*** Opening of Dataset extract ***

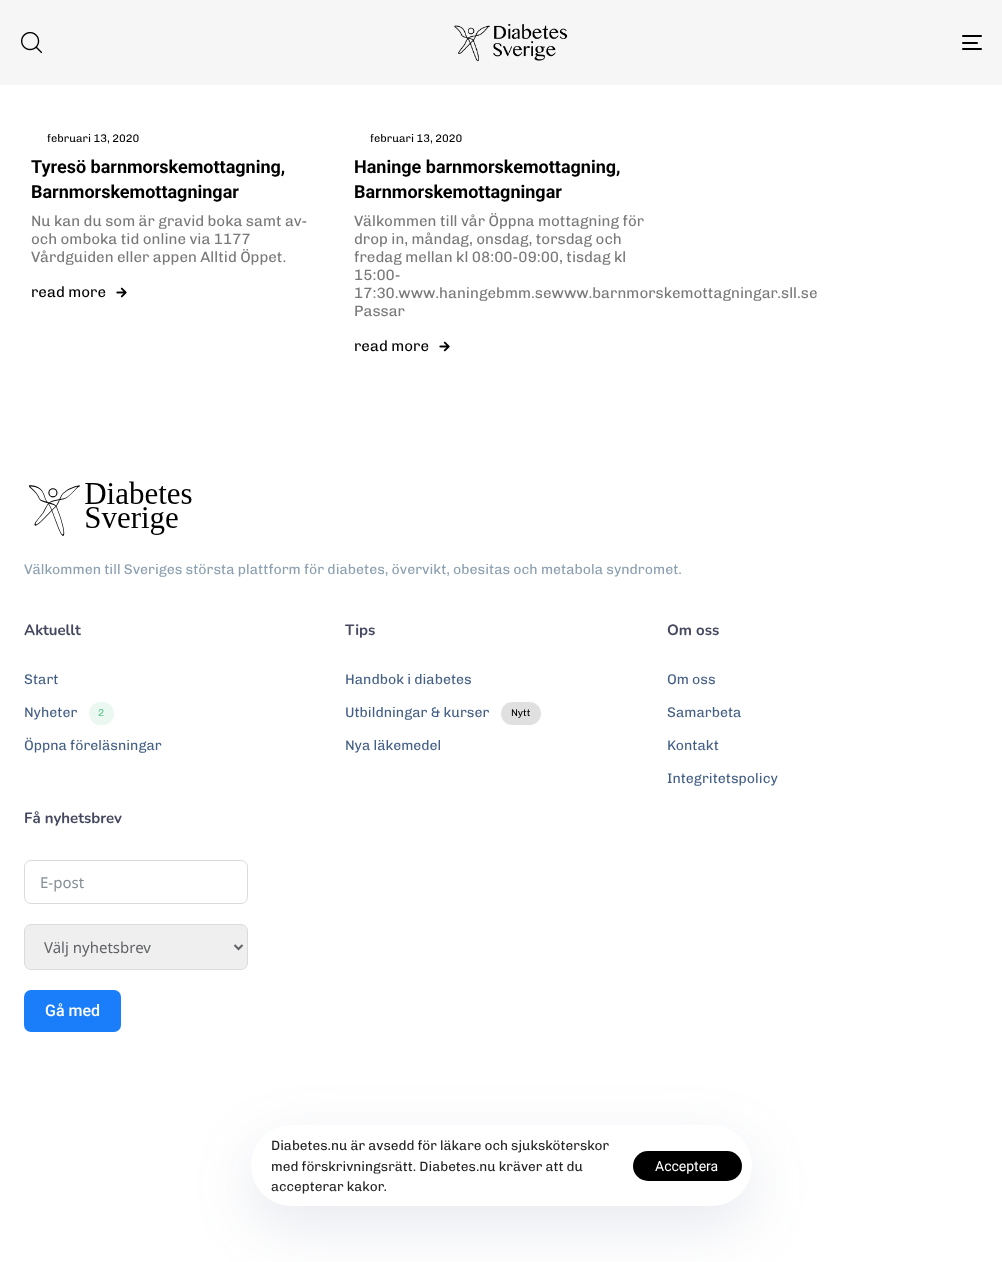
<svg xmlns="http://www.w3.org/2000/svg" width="1002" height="1262">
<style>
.a{font:11px Chivo;fill:#000}
.b{font:bold 18px Roboto;fill:#000}
.c{font:15px Chivo;fill:#797979}
.d{font:15px Chivo;fill:#000}
.e{font:14px Chivo;fill:#8b9faf}
.f{font:bold 15px Nunito;fill:#45485f}
.g{font:14px Chivo;fill:#445f86}
.h{font:10px Chivo;fill:#5cc78a}
.i{font:10px Chivo;fill:#000}
.j{font:15px Noto Sans;fill:#868e96}
.k{font:15px Noto Sans;fill:#606266}
.l{font:500 16px Roboto;fill:#fff}
.m{font:13.5px Chivo;fill:#242424}
.n{font:14px Roboto;fill:#fff}
</style>
<rect width="100%" height="100%" fill="#fff"/>
<path fill="#f6f6f6" d="M0 0h1002v85H0z"/>
<image href="1.png" x="21" y="32" width="21" height="21"/>
<image href="2.png" x="454" y="24" width="114" height="38"/>
<rect fill="#000" x="962" y="35" width="20" height="2" rx="1"/>
<rect fill="#000" x="962" y="42" width="16" height="2" rx="1"/>
<rect fill="#000" x="962" y="48" width="20" height="2" rx="1"/>
<image href="3.png" x="116" y="287" width="11" height="11"/>
<image href="3.png" x="439" y="341" width="11" height="11"/>
<image href="4.png" x="29" y="481" width="163" height="55"/>
<rect fill="#5cc78a1f" x="89" y="702" width="25" height="23" rx="11.5"/>
<rect fill="#0000001f" x="501" y="702" width="40" height="23" rx="11.5"/>
<rect fill="none" stroke="#dadbdd" x="24.5" y="860.5" width="223" height="43" rx="6.5"/>
<rect fill="#efefef" stroke="#dadbdd" x="24.5" y="924.5" width="223" height="45" rx="6.5"/>
<path fill="none" stroke="#606266" stroke-width="2" d="M234.5 945l4 4l4-4"/>
<rect fill="#1a7efb" x="24" y="990" width="97" height="42" rx="7"/>
<rect fill="#5c6b9526" filter="blur(30px)" x="251" y="1145" width="501" height="81" rx="40.5"/>
<rect fill="#fff" x="251" y="1125" width="501" height="81" rx="40.5"/>
<rect fill="#000" x="633" y="1151" width="109" height="30" rx="15"/>
<text class="a" x="47" y="142">februari 13, 2020</text>
<text class="b" x="31" y="173">Tyresö barnmorskemottagning,</text>
<text class="b" x="31" y="198">Barnmorskemottagningar</text>
<text class="c" x="31" y="226">Nu kan du som är gravid boka samt av-</text>
<text class="c" x="31" y="244">och omboka tid online via 1177</text>
<text class="c" x="31" y="262">Vårdguiden eller appen Alltid Öppet.</text>
<text class="d" x="31" y="297">read more</text>
<text class="a" x="370" y="142">februari 13, 2020</text>
<text class="b" x="354" y="173">Haninge barnmorskemottagning,</text>
<text class="b" x="354" y="198">Barnmorskemottagningar</text>
<text class="c" x="354" y="226">Välkommen till vår Öppna mottagning för</text>
<text class="c" x="354" y="244">drop in, måndag, onsdag, torsdag och</text>
<text class="c" x="354" y="262">fredag mellan kl 08:00-09:00, tisdag kl</text>
<text class="c" x="354" y="280">15:00-</text>
<text class="c" x="354" y="298">17:30.www.haningebmm.sewww.barnmorskemottagningar.sll.se</text>
<text class="c" x="354" y="316">Passar</text>
<text class="d" x="354" y="351">read more</text>
<text class="e" x="24" y="574">Välkommen till Sveriges största plattform för diabetes, övervikt, obesitas och metabola syndromet.</text>
<text class="f" x="24" y="635">Aktuellt</text>
<text class="g" x="24" y="684">Start</text>
<text class="g" x="24" y="717">Nyheter</text>
<text class="h" x="98" y="716">2</text>
<text class="g" x="24" y="750">Öppna föreläsningar</text>
<text class="f" x="345" y="635">Tips</text>
<text class="g" x="345" y="684">Handbok i diabetes</text>
<text class="g" x="345" y="717">Utbildningar &amp; kurser</text>
<text class="i" x="511" y="716">Nytt</text>
<text class="g" x="345" y="750">Nya läkemedel</text>
<text class="f" x="667" y="635">Om oss</text>
<text class="g" x="667" y="684">Om oss</text>
<text class="g" x="667" y="717">Samarbeta</text>
<text class="g" x="667" y="750">Kontakt</text>
<text class="g" x="667" y="783">Integritetspolicy</text>
<text class="f" x="24" y="823">Få nyhetsbrev</text>
<text class="j" x="40" y="888">E-post</text>
<text class="k" x="44" y="953">Välj nyhetsbrev</text>
<text class="l" x="45" y="1016">Gå med</text>
<text class="m" x="271" y="1150">Diabetes.nu är avsedd för läkare och sjuksköterskor</text>
<text class="m" x="271" y="1171">med förskrivningsrätt. Diabetes.nu kräver att du</text>
<text class="m" x="271" y="1191">accepterar kakor.</text>
<text class="n" x="655" y="1171">Acceptera</text>
</svg>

*** Close of Dataset extract ***

## Action item
Repeat, exactly and only, the lines above from the one containing "kräver att du</text>" through the end of the material.

## Solution to this problem
<text class="m" x="271" y="1171">med förskrivningsrätt. Diabetes.nu kräver att du</text>
<text class="m" x="271" y="1191">accepterar kakor.</text>
<text class="n" x="655" y="1171">Acceptera</text>
</svg>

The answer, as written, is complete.